(AVAILABLE DATA Opens)
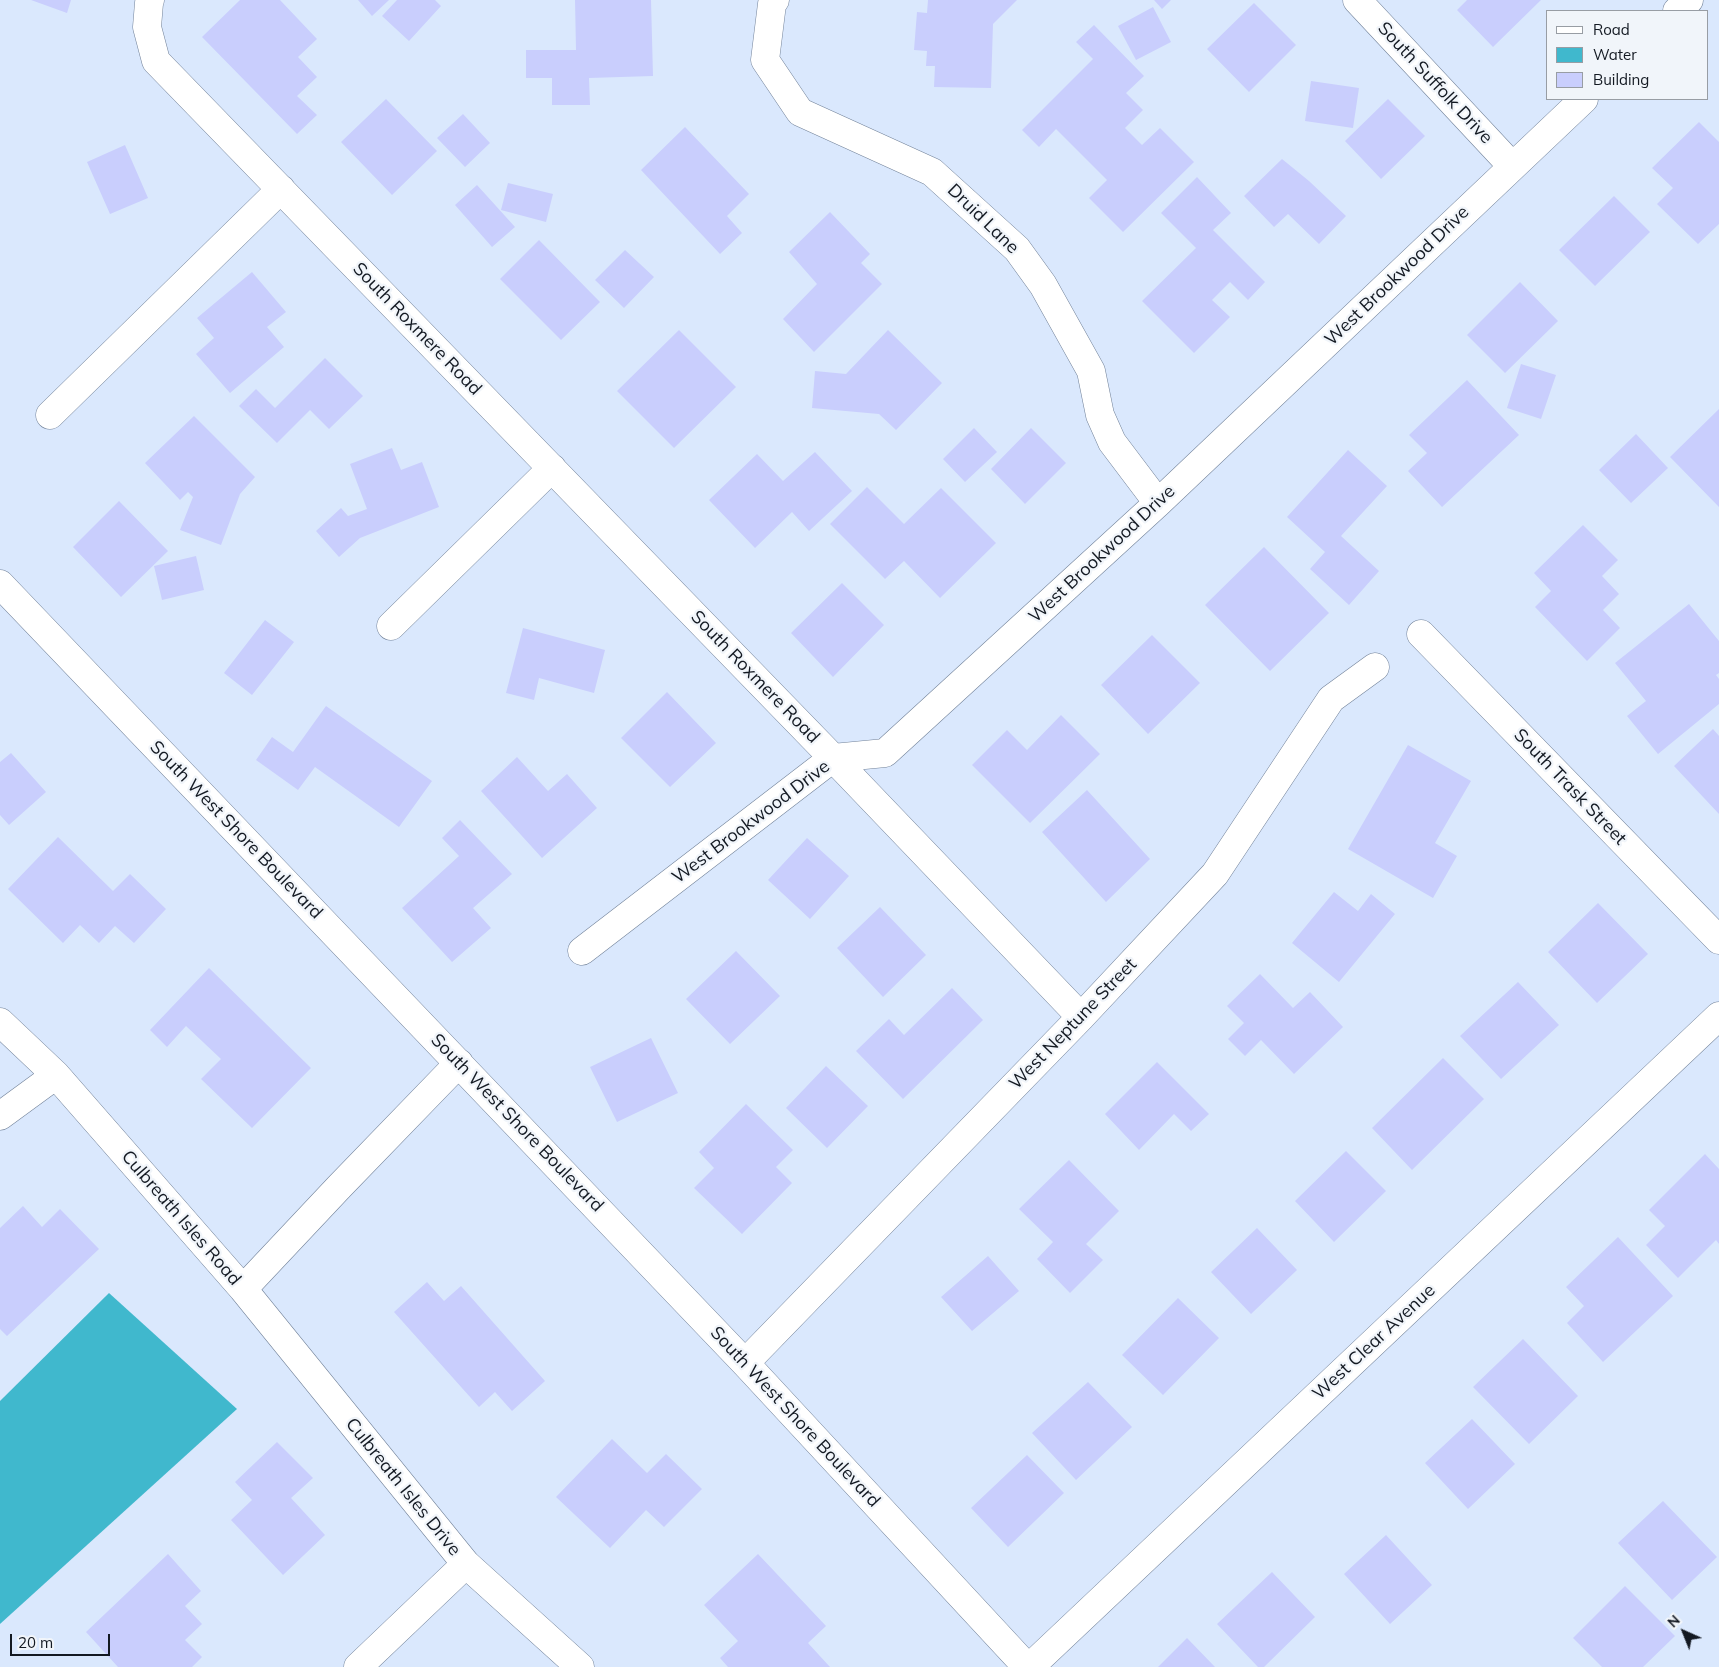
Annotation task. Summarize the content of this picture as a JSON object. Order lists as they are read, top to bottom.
{
  "streets": {
    "street": [
      "South Suffolk Drive",
      "Druid Lane",
      "West Brookwood Drive",
      "South Roxmere Road",
      "South Trask Street",
      "South West Shore Boulevard",
      "West Neptune Street",
      "Culbreath Isles Road",
      "West Clear Avenue",
      "Culbreath Isles Drive"
    ]
  },
  "crossings": [
    ["South Suffolk Drive", "West Brookwood Drive"],
    ["Druid Lane", "West Brookwood Drive"],
    ["West Brookwood Drive", "South Roxmere Road"],
    ["South Roxmere Road", "West Neptune Street"],
    ["South West Shore Boulevard", "West Neptune Street"],
    ["South West Shore Boulevard", "Culbreath Isles Road"],
    ["South West Shore Boulevard", "West Clear Avenue"],
    ["Culbreath Isles Road", "Culbreath Isles Drive"]
  ],
  "legend": ["Road", "Water", "Building"],
  "scale_bar": "20 m",
  "north": "top left"
}
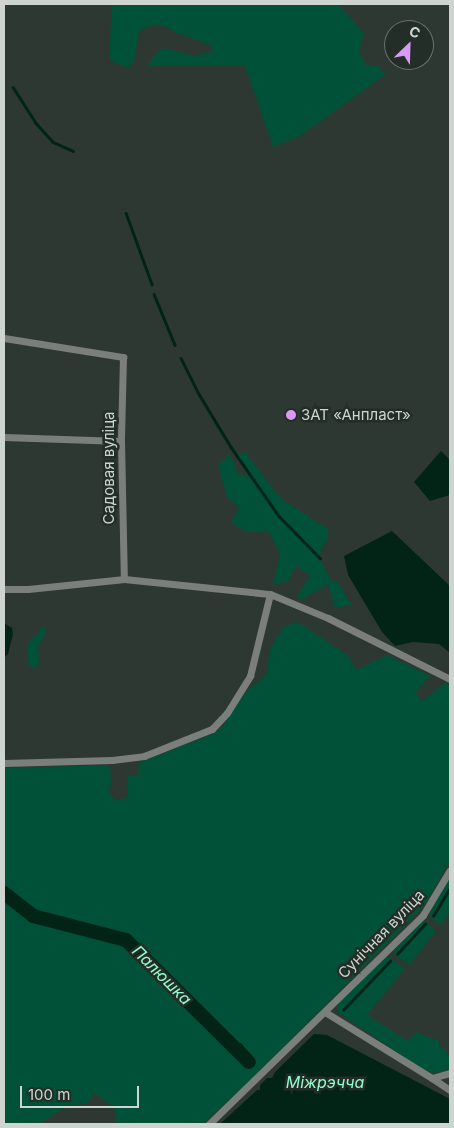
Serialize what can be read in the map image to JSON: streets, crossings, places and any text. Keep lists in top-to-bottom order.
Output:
{
  "streets": {
    "street": ["Садовая вуліца", "Сунічная вуліца"]
  },
  "water": ["Палюшка", "Міжрэчча"],
  "places": ["ЗАТ «Анпласт»"],
  "scale_bar": "100 m",
  "north": "top right"
}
(AVAILABLE DATA Closes)
◆ EXERCISE INSTRUCTIONS:
Your answer should hold the line with "Serialize what can" and each line after it to the end of the data, retyped exactly. Include no other lines.

◆ EXERCISE SOLUTION:
Serialize what can be read in the map image to JSON: streets, crossings, places and any text. Keep lists in top-to-bottom order.
Output:
{
  "streets": {
    "street": ["Садовая вуліца", "Сунічная вуліца"]
  },
  "water": ["Палюшка", "Міжрэчча"],
  "places": ["ЗАТ «Анпласт»"],
  "scale_bar": "100 m",
  "north": "top right"
}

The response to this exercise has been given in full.